Rafael Ponce 24-10-09
Escucho en la tele que el ministro de Industria, Turismo y Comercio, Miguel Sebastián, ha anunciado hoy la prórroga del Plan 2000E hasta final de año, con una dotación de 40 millones de euros, lo que permitirá financiar la compra de 80.000 vehículos en las mismas condiciones del plan actual. No por esperado, no deja de sorprenderme, creo que este tipo de subvenciones solo ayuda a que unos pocos se enriquezcan a costa de nuestros bolsillos, de acuerdo que la caída de ventas de los coches hacen peligrar muchos puestos de trabajo, pero al final en Diciembre cuando acabe el plan estaremos en las mismas, esto se parece mas a un chantaje, que a una verdadera medida de ayuda, o le pagamos parte del coche a los compradores o nos ponen a los trabajadores en la calle.
El sector no se plantea reducir beneficios que son muchos, para ellos no puede haber crisis por lo visto, solo para los que le trabajan, tampoco se paran a estudiar modelos más económicos, es mas modelos como el “Mini” o el popular “wolwagen escarabajo” que eran proyectados para clases obreras, han pasado a ser para personas de mediano y hasta gran poder adquisitivo, por cierto con unas ventas nada comparables a las de la anterior época lógicamente.
Una industria con un funcionamiento caciquil o fuera de toda lógica comercial, no es normal que Vd. vaya a comprarse uno zapatos, el vendedor le enseñe el que le gusta, pero a continuación le diga que tiene que esperar porque tiene que pedirlo a fábrica, bueno pues esta gente si te lo dicen, venden coches pero no los tienen, si Vd. compra los zapatos y cuando llega a casa le ve un defecto, le devuelven el dinero o le dan unos nuevos, no se lo mandan a reparar al zapatero, si eso le pasa con un coche se lo traga y todos tan felices, 9.000 euros en el mejor de los casos a la basura o cargar con un vehículo que siempre le estará dando problema, todos conocemos más de un caso de esta índole.
Miren puesto a subvencionar, que se debería tratar de evitar, debíamos mejor hacerlo con bienes de primerísima necesidad, la vivienda por ejemplo, mucho antes que los coches (lo de la vivienda lo dejo para otra ocasión porque tiene tela la política que se sigue). Pienso que el coche es un artículo, si no tendente a desaparecer, si a reducir su utilización, ya lo estamos viendo como las grandes ciudades están tomando medidas drásticas para minimizar en lo posible la presencia de estos, no hace mucho escuché que Londres cobra peaje por circular por sus calles. Bueno pues aquí fomentamos la compra de algo que al final nos traerá o nos trae ya problemas, claro que no soy tonto, alrededor del coche hay muchas gentes que comen a dos carrillos, me refiero al dinero que nos sacan con la gasolina, más de la mitad son impuestos indirecto, aproximádamente 55% el fisco mas 16% de IVA, ojo que los indirectos son iguales para todos como decía muy bien Cayo Lara, la gasolina es igual de precio para Emilio Botín que para un comercial que se juega la vida todos los días en la carretera, también tenemos temas como las multas, aparcamientos, etc. etc. donde los ayuntamientos tan necesitados últimamente de liquidez están cargando las tintas de una manera clamorosamente abusiva.

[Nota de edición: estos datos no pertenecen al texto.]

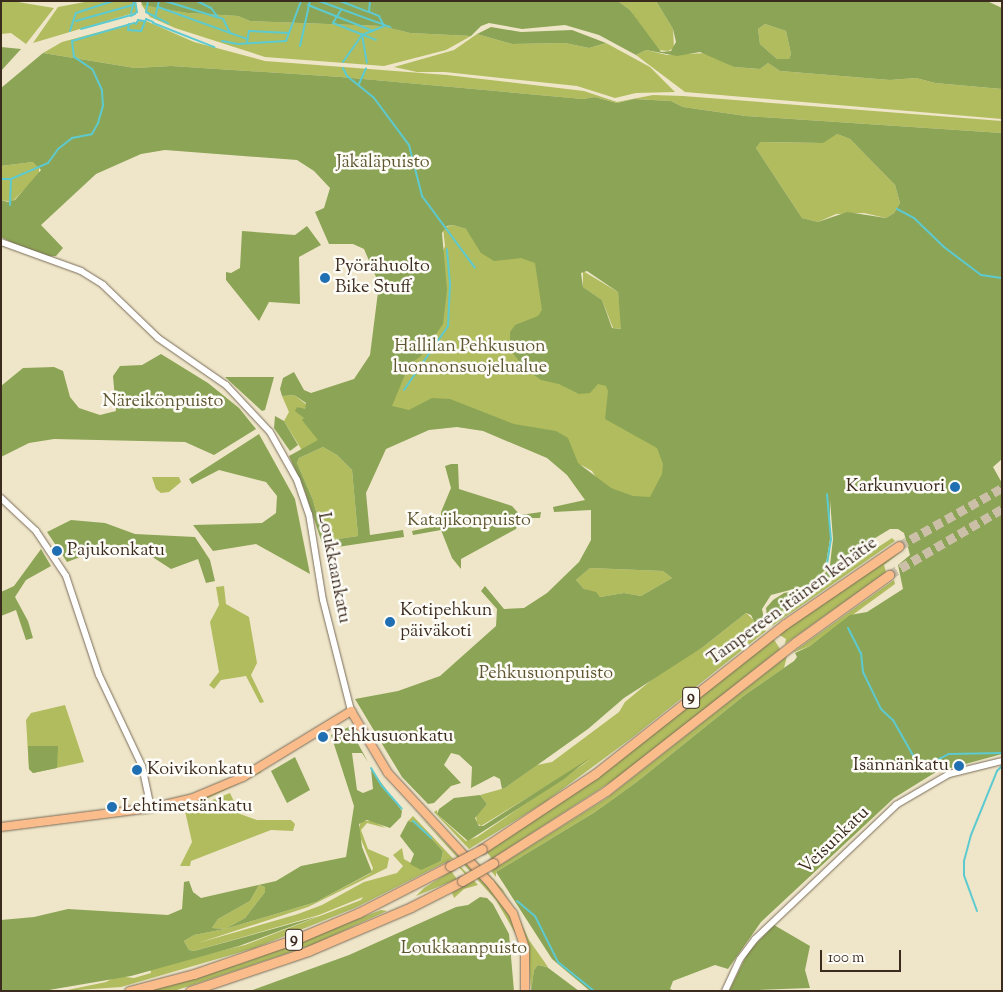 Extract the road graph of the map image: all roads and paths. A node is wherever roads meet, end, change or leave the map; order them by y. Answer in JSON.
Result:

Bueno pues aquí los tenemos, poniendo a todo un gobierno contra las cuerdas, “llorando con un ojo y riendo con el otro” y pidiendo subvenciones (o sea dinero nuestro) para seguir vendiendo como antes de la crisis, sin haber hecho el menor esfuerzo por reciclarse y adaptarse a la realidad económica, hasta que espero, alguien de “arriba” se de cuenta que esto es pan para hoy y hambre para mañana y pare este despilfarro, creo que los negocios se tienen que valer por sí solo, si entra en ellos el estado, mejor que los nacionalice y así no hay que alimentar al capital privado, que de sobra ha demostrado no tener escrúpulos, tanto en la horas altas atiborrándose de beneficios, como en las horas bajas dándole la espalda a los que se los han conseguido, que son los trabajadores.